__Your assignment__. Go through the data below and count every line that has the word "Boulevard". Return only the count.

__Data in this exercise__.
········

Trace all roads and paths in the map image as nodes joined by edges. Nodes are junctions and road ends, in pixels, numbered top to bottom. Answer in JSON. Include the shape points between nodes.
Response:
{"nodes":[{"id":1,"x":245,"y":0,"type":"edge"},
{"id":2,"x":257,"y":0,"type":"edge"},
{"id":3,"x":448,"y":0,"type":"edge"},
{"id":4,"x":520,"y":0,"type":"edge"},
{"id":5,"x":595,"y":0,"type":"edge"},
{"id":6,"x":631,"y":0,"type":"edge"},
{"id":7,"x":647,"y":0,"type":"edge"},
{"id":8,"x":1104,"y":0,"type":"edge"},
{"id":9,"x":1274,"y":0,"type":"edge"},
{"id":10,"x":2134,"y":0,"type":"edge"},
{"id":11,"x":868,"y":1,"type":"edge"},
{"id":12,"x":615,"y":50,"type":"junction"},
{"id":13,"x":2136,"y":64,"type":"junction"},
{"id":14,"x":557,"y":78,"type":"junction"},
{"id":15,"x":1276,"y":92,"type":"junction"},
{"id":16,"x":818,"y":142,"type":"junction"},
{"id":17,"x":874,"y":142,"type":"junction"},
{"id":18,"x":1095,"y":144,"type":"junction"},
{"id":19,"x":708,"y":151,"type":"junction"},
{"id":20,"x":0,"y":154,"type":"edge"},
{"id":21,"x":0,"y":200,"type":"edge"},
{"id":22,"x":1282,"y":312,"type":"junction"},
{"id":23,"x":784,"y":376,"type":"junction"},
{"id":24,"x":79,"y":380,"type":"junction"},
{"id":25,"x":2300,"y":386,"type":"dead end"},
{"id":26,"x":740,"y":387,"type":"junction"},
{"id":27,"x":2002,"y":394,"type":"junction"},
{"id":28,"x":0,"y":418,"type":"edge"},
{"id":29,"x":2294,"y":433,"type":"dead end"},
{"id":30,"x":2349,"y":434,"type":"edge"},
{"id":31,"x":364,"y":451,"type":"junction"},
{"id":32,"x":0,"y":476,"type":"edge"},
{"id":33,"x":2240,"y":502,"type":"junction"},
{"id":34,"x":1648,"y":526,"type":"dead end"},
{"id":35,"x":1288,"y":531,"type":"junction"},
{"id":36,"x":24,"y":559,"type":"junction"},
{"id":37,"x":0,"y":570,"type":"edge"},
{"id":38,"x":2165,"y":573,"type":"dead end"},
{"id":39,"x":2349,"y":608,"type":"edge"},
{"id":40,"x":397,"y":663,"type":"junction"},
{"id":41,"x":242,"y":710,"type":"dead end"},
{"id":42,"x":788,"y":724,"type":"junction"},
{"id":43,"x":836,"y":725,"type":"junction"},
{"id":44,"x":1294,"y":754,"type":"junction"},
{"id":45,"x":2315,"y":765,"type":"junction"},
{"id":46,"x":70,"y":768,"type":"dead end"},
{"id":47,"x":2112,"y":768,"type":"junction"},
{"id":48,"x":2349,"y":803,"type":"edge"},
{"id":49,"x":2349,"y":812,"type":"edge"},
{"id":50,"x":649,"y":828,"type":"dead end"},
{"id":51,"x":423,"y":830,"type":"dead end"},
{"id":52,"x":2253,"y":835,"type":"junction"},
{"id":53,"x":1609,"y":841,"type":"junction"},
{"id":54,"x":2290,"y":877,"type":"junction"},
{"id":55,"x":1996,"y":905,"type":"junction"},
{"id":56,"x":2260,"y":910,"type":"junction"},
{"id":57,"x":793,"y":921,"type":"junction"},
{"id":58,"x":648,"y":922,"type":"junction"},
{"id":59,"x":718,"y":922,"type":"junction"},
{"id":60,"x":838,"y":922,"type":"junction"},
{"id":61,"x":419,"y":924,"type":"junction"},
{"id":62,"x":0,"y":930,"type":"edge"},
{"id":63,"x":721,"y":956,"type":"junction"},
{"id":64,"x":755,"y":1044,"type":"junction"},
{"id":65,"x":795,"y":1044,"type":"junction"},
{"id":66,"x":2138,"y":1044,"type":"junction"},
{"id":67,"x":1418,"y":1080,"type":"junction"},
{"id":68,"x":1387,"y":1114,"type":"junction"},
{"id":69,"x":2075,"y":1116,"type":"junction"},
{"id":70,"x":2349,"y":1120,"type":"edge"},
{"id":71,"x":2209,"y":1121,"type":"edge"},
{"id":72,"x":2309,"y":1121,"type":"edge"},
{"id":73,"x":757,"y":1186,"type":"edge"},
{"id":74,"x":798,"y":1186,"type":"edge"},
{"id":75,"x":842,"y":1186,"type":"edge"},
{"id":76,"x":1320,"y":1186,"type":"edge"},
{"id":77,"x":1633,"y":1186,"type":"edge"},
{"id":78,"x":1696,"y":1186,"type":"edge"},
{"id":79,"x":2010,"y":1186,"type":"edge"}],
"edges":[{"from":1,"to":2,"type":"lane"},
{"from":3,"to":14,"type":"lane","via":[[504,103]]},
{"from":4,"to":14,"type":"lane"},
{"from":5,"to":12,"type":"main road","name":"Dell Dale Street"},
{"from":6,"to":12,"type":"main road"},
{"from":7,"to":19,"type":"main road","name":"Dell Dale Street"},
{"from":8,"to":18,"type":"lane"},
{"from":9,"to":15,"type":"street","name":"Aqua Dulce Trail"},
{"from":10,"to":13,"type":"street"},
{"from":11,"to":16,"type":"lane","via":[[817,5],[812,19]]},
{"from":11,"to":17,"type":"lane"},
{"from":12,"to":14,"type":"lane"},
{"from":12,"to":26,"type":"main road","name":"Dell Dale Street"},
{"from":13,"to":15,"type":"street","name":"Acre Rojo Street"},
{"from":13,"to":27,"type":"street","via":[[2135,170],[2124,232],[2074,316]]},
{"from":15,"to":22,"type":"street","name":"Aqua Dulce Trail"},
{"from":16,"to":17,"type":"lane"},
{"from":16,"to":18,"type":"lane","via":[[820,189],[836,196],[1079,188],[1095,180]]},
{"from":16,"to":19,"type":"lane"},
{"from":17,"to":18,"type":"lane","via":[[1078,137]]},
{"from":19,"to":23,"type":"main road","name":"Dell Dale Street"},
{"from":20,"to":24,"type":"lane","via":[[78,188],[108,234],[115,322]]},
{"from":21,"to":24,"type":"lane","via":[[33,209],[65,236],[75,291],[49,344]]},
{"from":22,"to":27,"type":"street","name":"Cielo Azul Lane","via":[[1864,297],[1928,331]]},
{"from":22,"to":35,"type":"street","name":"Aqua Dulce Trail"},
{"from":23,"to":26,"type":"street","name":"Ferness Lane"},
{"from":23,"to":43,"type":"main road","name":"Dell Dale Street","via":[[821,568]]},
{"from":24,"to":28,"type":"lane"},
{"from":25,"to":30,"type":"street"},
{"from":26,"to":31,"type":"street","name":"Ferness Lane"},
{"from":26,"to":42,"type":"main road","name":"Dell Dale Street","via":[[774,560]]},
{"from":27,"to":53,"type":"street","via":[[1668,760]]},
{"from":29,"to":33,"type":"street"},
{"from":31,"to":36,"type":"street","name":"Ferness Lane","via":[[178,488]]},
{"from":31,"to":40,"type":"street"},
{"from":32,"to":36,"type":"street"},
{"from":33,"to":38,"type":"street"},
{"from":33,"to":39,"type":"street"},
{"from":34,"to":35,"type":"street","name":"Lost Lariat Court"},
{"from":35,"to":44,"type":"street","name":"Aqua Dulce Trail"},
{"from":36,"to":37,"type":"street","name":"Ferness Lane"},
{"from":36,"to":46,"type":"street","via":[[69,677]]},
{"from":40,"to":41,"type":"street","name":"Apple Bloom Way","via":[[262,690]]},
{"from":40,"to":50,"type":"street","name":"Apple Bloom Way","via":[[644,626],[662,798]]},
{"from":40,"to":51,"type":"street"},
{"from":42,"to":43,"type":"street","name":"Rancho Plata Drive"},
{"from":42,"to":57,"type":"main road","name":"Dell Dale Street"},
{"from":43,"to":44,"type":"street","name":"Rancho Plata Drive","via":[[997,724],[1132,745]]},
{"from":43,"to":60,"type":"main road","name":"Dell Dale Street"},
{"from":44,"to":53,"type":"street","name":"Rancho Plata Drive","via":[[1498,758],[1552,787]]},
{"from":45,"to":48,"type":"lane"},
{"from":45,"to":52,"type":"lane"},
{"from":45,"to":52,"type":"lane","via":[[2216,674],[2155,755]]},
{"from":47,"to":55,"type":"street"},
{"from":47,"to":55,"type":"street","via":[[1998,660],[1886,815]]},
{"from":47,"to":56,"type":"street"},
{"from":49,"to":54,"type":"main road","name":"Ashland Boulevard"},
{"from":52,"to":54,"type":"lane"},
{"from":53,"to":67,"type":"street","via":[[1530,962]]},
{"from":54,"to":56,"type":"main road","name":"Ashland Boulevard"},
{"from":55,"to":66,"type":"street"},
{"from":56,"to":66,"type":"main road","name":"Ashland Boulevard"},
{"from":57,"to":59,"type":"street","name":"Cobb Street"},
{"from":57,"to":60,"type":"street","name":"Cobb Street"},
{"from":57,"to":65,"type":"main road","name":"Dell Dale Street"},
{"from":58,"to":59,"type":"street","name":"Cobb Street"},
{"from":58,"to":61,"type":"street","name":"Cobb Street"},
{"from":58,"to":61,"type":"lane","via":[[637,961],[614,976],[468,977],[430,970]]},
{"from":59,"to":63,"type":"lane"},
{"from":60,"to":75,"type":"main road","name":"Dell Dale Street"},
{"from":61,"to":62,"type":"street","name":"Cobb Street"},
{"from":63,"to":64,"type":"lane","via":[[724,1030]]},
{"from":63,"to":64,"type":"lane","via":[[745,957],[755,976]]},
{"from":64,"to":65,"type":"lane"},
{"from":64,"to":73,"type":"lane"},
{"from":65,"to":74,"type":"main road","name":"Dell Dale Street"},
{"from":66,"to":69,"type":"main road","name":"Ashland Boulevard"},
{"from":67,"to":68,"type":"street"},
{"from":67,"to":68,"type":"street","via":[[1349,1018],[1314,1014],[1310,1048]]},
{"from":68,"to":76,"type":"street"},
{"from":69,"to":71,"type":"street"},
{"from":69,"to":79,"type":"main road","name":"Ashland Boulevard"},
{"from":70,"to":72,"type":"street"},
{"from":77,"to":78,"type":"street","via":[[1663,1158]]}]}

········

__Output for this task__. 5